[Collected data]
# # # # # # #

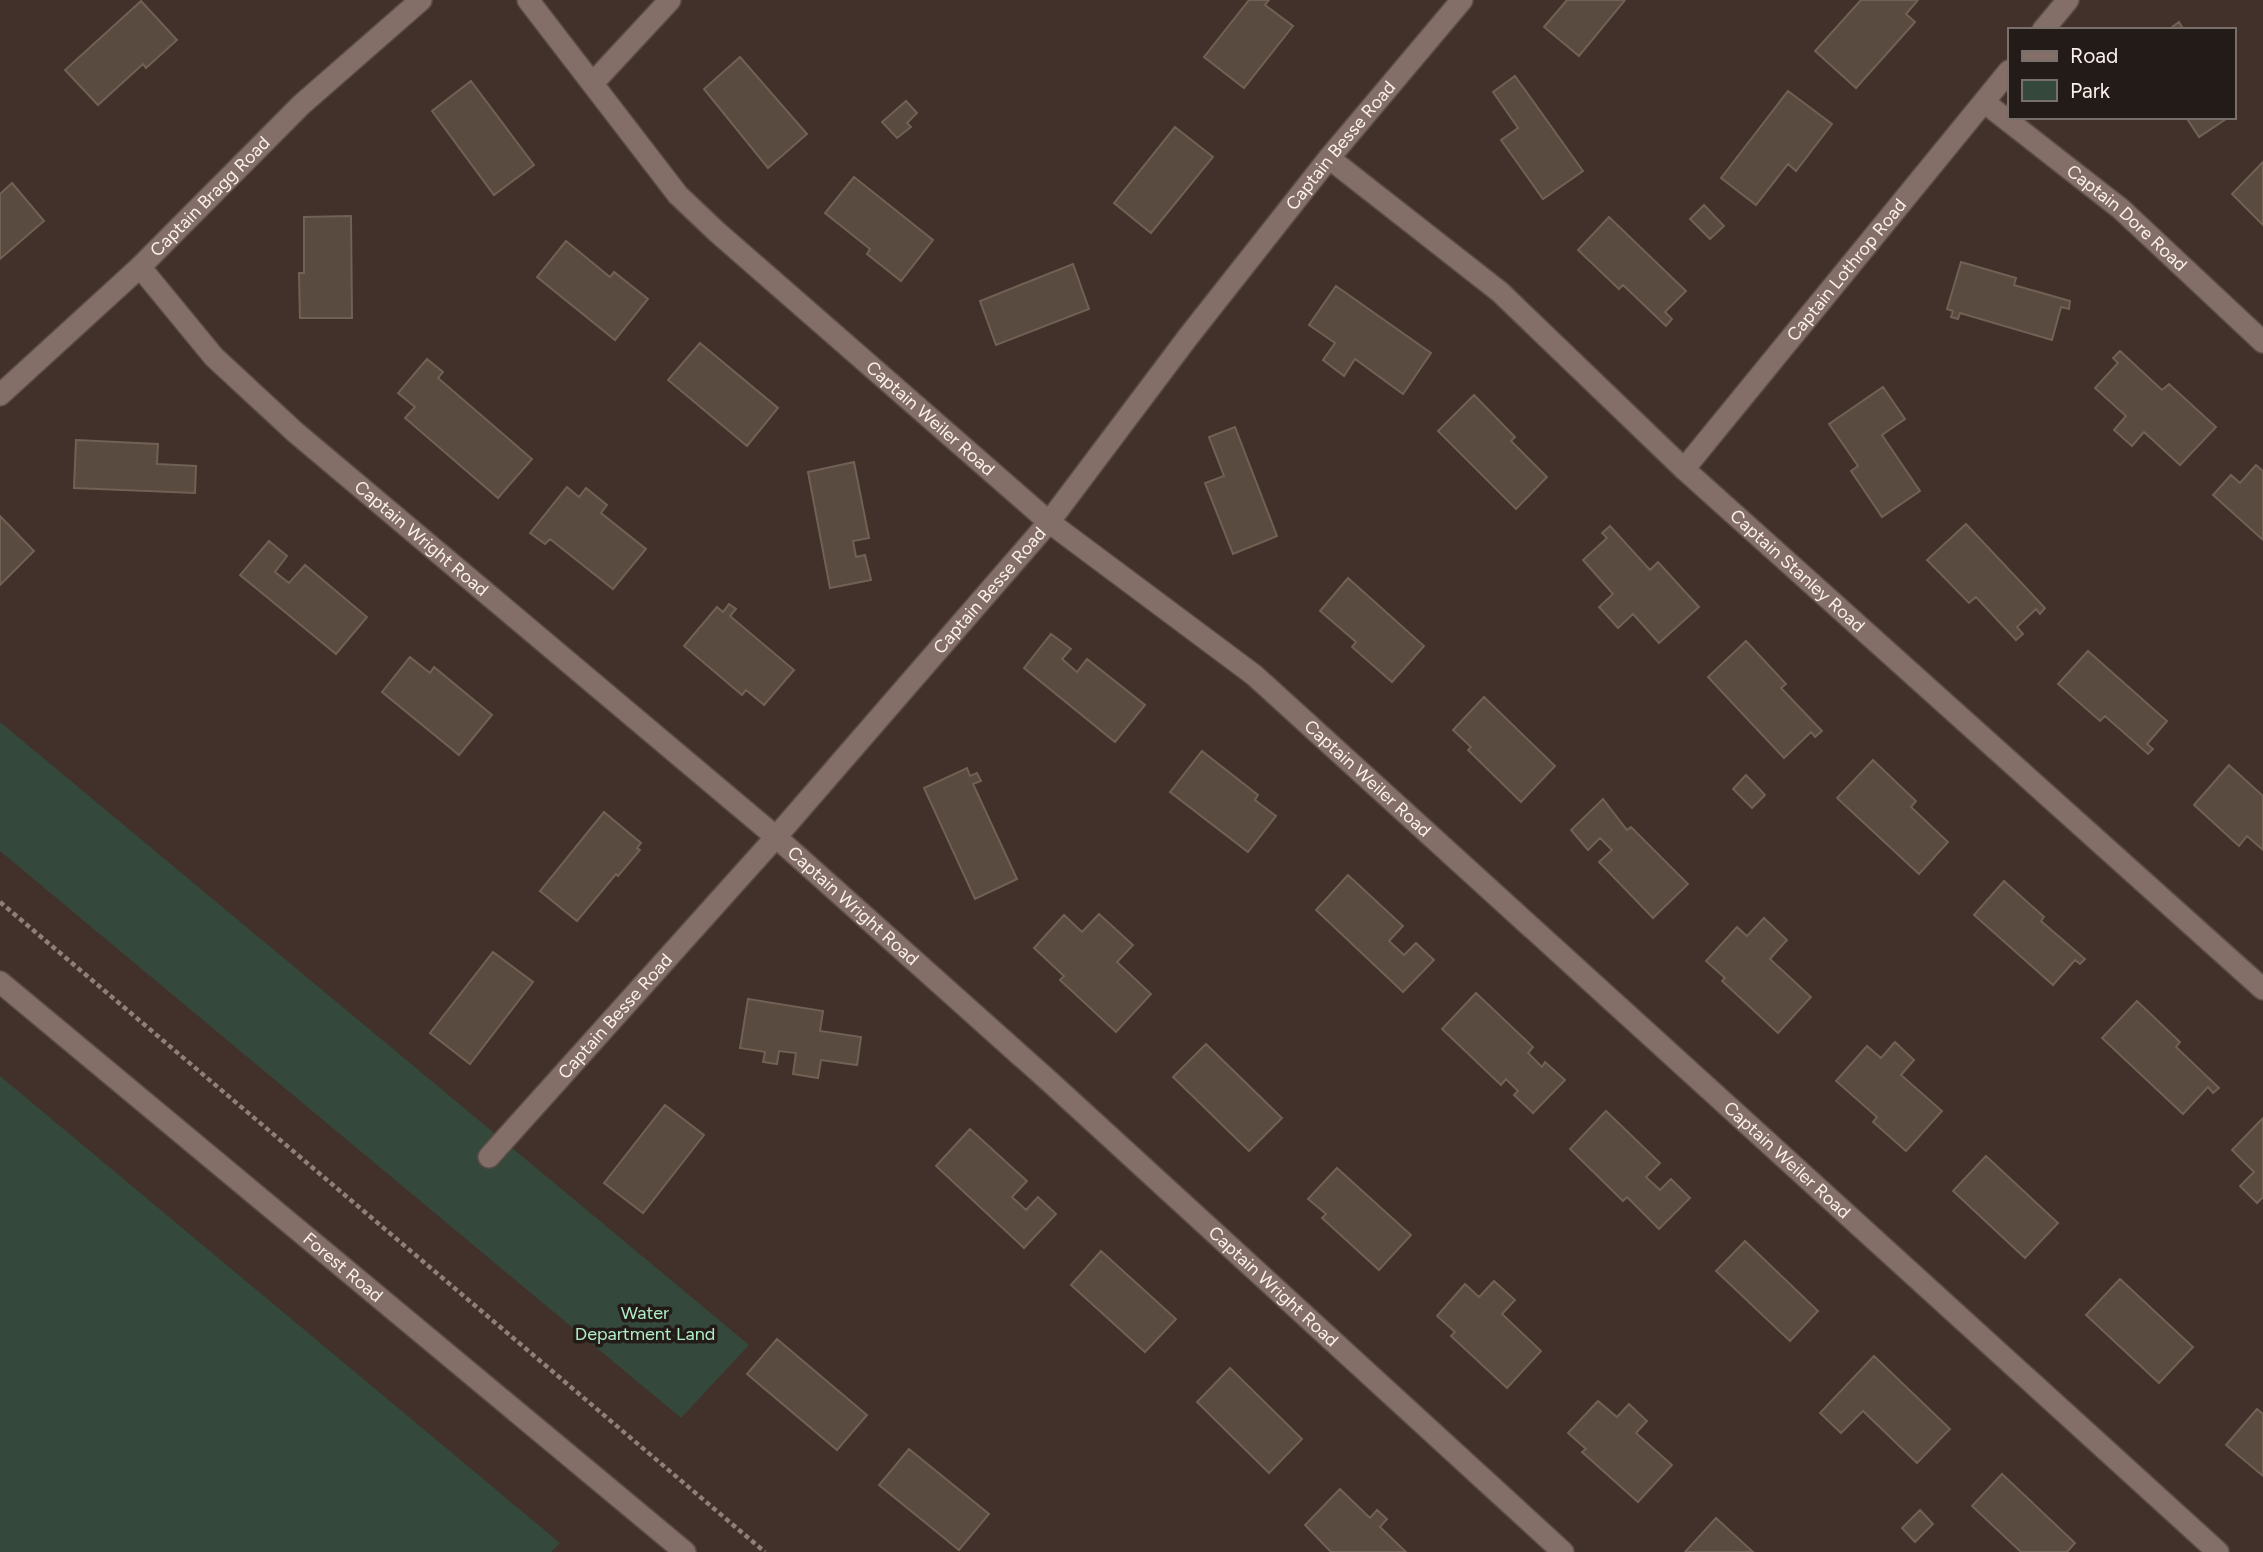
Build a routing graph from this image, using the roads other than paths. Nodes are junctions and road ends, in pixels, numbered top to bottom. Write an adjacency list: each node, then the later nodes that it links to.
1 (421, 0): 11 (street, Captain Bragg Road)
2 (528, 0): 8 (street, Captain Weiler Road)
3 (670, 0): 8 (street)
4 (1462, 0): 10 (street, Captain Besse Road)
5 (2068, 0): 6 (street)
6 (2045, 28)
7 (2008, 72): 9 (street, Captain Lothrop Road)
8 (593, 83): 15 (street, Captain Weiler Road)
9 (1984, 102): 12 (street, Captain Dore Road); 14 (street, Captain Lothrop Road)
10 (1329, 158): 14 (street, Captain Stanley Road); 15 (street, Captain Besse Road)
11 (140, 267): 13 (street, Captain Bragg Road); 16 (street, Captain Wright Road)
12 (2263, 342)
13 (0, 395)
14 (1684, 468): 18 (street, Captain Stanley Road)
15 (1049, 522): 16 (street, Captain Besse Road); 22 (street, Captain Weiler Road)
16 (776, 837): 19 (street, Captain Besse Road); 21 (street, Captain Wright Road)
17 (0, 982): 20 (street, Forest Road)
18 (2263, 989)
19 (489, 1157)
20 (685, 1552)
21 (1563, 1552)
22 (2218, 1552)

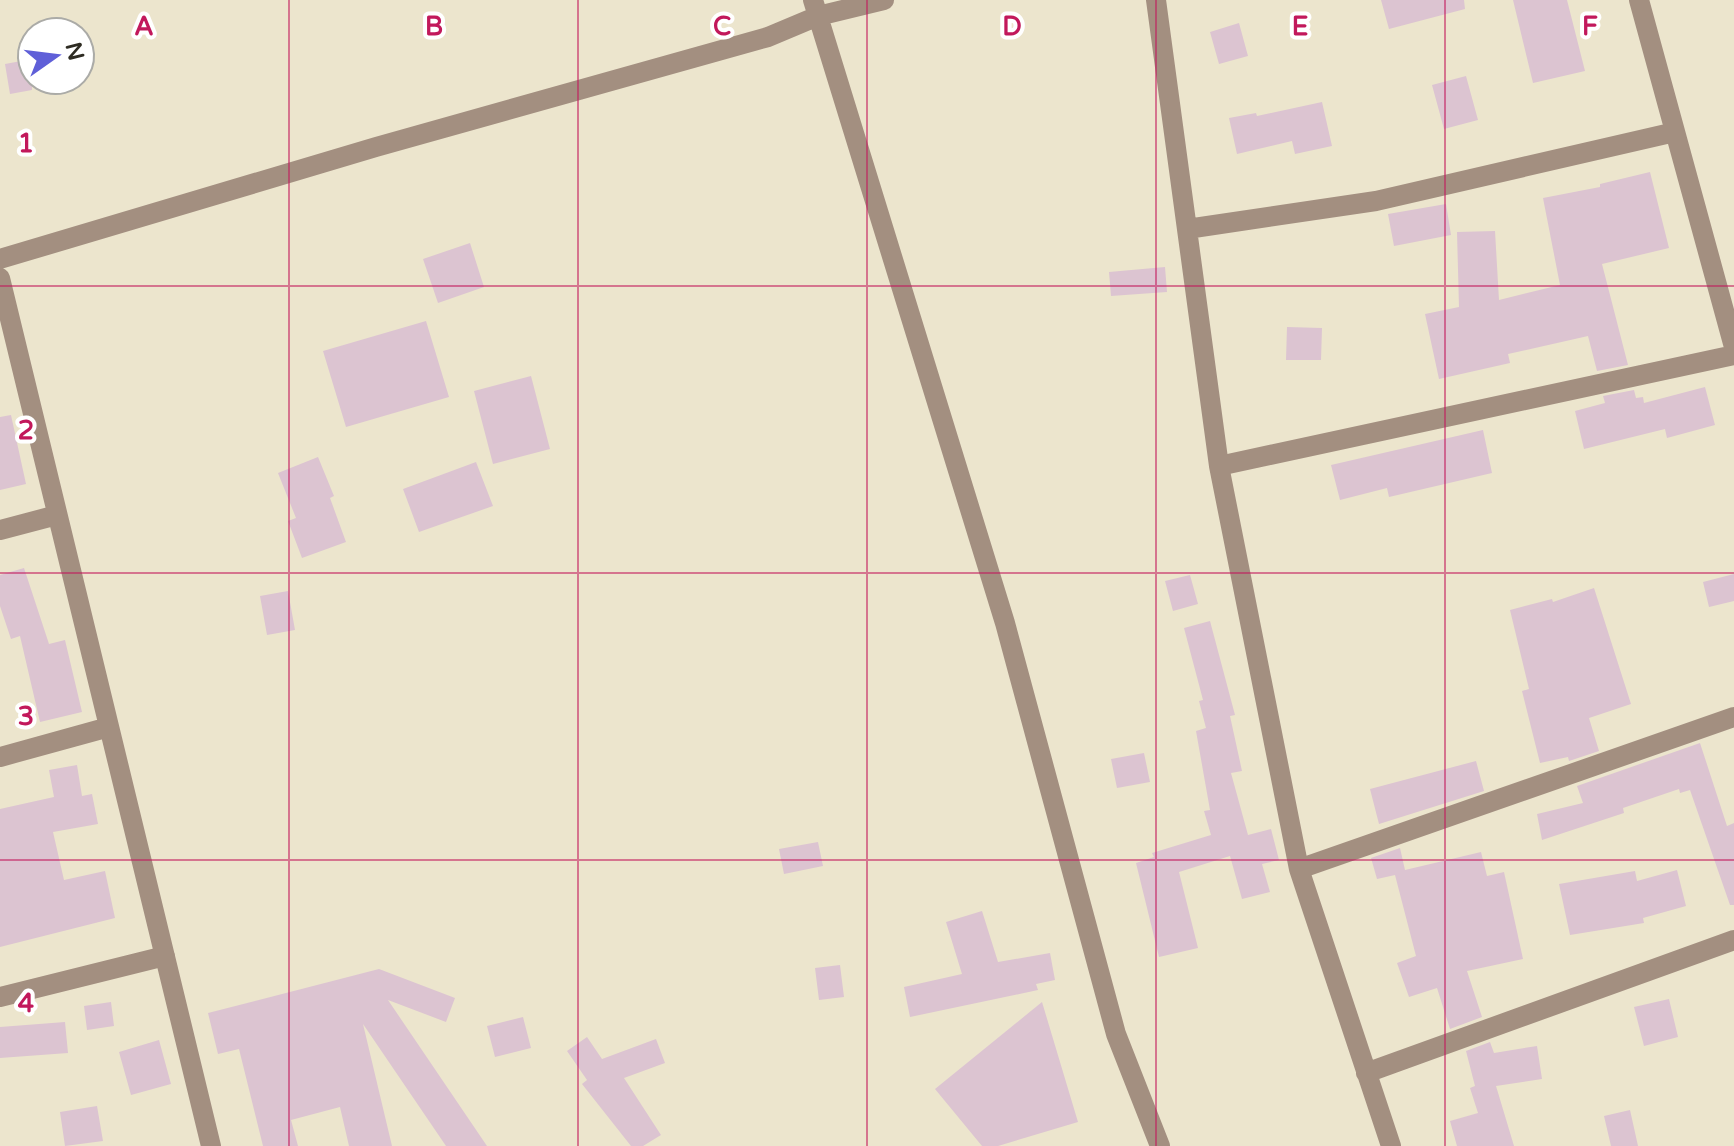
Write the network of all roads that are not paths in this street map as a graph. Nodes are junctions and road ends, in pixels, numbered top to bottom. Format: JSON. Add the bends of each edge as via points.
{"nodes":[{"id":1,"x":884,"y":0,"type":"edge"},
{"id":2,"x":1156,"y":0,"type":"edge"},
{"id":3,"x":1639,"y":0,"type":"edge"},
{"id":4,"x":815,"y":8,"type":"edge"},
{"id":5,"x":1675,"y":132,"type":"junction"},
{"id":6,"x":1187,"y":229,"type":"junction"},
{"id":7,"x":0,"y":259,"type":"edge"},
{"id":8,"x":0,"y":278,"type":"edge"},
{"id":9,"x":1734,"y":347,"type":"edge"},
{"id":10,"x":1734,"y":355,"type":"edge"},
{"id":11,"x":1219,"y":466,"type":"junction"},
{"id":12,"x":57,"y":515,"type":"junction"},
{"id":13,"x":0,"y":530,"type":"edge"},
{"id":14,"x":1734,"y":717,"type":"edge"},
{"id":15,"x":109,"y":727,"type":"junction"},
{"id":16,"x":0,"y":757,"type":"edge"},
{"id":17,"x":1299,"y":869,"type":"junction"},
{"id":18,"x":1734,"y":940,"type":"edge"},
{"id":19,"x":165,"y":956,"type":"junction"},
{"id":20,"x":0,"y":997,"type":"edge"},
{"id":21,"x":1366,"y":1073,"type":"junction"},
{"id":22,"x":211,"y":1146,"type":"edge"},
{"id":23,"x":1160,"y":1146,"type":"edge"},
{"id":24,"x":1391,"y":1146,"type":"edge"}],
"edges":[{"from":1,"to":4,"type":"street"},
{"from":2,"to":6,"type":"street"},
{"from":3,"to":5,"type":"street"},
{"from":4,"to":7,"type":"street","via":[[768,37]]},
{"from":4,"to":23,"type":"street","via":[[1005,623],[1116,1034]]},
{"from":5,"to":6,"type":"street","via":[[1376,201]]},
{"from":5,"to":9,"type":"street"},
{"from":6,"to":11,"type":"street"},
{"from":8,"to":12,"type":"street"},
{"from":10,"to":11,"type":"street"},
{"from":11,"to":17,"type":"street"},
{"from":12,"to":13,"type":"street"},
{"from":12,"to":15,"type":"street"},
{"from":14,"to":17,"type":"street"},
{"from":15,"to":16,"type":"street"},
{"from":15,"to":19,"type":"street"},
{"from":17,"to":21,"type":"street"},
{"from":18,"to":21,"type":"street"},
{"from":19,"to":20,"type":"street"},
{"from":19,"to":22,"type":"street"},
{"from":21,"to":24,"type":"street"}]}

# # # # # # #

REQUIRED WORK - Consider the entries above and return each line with the string "Wright".

SOLUTION -
11 (140, 267): 13 (street, Captain Bragg Road); 16 (street, Captain Wright Road)
16 (776, 837): 19 (street, Captain Besse Road); 21 (street, Captain Wright Road)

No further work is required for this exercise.